Do Pároco

A nova Exortação apostólica do Papa Francisco, Laudate Deum, sobre a crise climática, não parece ter suscitado no cristão comum um entusiasmo excessivo. Por quê?

Há muitas respostas possíveis, entre outras a de que a relação entre crise climática e vivência da fé não é evidente. Sobre esta última questão, transcrevo umas palavras de S. João Paulo II no início de uma das suas encíclicas sociais, quando esclarecia que ela recolhe princípios «que pertencem ao património doutrinal da Igreja, e, como tais, empenham a autoridade do seu Magistério». Ao mesmo tempo, também propõe «a análise de alguns acontecimentos da história recente. É supérfluo dizer que a atenta consideração do evoluir dos acontecimentos, para discernir as novas exigências da evangelização, faz parte da tarefa dos pastores. Tal exame, no entanto, não pretende dar juízos definitivos, não fazendo parte, por si, do âmbito específico do Magistério» (Centesimus annus, n.o 3).

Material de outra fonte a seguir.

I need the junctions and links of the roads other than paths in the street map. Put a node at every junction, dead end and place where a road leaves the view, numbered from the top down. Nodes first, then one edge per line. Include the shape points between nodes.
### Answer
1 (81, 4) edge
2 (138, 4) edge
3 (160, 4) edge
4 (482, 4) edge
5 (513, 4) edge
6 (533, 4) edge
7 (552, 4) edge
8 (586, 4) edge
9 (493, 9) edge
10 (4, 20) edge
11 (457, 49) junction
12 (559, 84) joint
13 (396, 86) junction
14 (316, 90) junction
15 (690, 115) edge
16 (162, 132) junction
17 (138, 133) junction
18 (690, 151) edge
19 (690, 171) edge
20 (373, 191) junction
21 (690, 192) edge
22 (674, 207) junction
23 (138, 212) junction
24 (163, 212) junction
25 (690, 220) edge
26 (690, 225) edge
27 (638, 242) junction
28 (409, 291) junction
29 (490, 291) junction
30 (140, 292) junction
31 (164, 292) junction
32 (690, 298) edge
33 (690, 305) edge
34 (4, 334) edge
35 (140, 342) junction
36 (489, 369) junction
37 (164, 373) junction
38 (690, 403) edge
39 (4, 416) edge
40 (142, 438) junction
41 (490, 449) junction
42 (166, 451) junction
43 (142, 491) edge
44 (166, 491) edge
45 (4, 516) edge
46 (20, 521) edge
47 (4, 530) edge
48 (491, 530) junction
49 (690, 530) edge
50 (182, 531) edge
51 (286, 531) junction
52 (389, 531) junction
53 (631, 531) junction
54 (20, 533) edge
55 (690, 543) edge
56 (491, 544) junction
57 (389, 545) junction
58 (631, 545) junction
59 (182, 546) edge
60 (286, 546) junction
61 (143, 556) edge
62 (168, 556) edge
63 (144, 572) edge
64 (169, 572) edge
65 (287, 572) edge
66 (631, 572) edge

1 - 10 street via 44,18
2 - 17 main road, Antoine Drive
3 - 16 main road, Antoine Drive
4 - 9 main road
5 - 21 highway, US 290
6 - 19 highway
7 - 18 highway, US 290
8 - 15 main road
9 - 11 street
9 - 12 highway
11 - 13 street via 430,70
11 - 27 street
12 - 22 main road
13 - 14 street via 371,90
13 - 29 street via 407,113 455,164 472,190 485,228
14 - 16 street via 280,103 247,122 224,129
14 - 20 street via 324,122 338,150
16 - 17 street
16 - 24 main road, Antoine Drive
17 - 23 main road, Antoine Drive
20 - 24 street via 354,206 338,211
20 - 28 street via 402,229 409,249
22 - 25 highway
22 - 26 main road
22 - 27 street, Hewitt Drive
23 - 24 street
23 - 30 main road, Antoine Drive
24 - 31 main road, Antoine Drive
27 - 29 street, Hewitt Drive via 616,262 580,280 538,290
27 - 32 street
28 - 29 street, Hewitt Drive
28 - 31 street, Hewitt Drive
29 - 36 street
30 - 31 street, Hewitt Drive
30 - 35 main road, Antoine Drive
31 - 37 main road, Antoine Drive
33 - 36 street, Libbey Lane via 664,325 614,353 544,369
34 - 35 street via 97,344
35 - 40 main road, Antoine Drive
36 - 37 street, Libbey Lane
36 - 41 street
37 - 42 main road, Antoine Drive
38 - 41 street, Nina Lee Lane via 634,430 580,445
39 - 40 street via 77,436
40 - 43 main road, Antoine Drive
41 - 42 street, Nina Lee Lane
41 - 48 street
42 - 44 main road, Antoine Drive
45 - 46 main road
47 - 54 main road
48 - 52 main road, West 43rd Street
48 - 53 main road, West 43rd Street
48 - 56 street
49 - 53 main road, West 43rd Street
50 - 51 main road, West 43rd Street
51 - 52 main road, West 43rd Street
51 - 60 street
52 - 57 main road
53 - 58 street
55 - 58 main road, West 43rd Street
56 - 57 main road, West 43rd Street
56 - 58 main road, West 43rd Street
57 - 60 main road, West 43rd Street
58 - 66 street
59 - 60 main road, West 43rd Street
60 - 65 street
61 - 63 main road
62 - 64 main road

Na Exortação do Papa Francisco Laudate Deum podemos aplicar o mesmo raciocínio. Nem tudo faz parte do âmbito específico do Magistério. Sugiro agora alguns dos princípios do Magistério incluídos ou sugeridos no documento.

1.«A Bíblia conta que «Deus, vendo toda a sua obra, considerou-a muito boa» (Gen 1, 31). D’Ele é «a terra e tudo o que nela existe» (Dt 10, 14)». Todo o mundo é criatura de Deus. Tiremos as conclusões: «esta responsabilidade perante uma terra que é de Deus implica que o ser humano, dotado de inteligência, respeite as leis da natureza e os delicados equilíbrios entre os seres deste mundo» (n.o 62).

2. O Catecismo da Igreja Católica, ao enumerar as consequências do pecado original, refere que «por causa do homem, a criação ficou sujeita à servidão da corrupção» (n.o 400). São palavras enigmáticas, mas que talvez à luz da nova Exortação possam tornar-se mais esclarecedoras: «os bispos africanos declararam que as alterações climáticas evidenciam “um exemplo chocante de pecado estrutural”» (n.o 3).

3. Alguns princípios morais a ter em conta:
– As nossas atitudes e comportamentos têm ou podem ter consequências para além dos imediatos efeitos visíveis. Neste mês de novembro, não deixemos de estender esta consideração aos sufrágios pelos defuntos, um bem que podemos alcançar para eles sem que o possamos constatar aqui na terra. No que ao nosso tema se refere, «tudo o que se nos pede é uma certa responsabilidade pela herança que deixaremos atrás de nós depois da nossa passagem por este mundo» (n.o 18).
– Nem tudo o que se pode fazer do ponto de vista técnico deve ser feito. Nem tudo o que temos à mão pode ser simplesmente usado. «Os recursos naturais necessários para a tecnologia (…) não são certamente ilimitados, mas o problema maior é a ideologia que está na base duma obsessão: aumentar para além de toda a imaginação o poder do homem, para o qual a realidade não humana é um mero recurso ao seu serviço. Tudo o que existe deixa de ser uma dádiva que se deve apreciar, valorizar e cuidar, para se tornar um escravo, uma vítima de todo e qualquer capricho da mente humana e das suas capacidades» (n.o 22).
– Pequenos gestos podem ir mudando atitudes de fundo: «Os esforços das famílias para poluir menos, reduzir os esbanjamentos, consumir de forma sensata estão a criar uma nova cultura» (n.o 71).

Convido a todos a lerem o documento do Papa.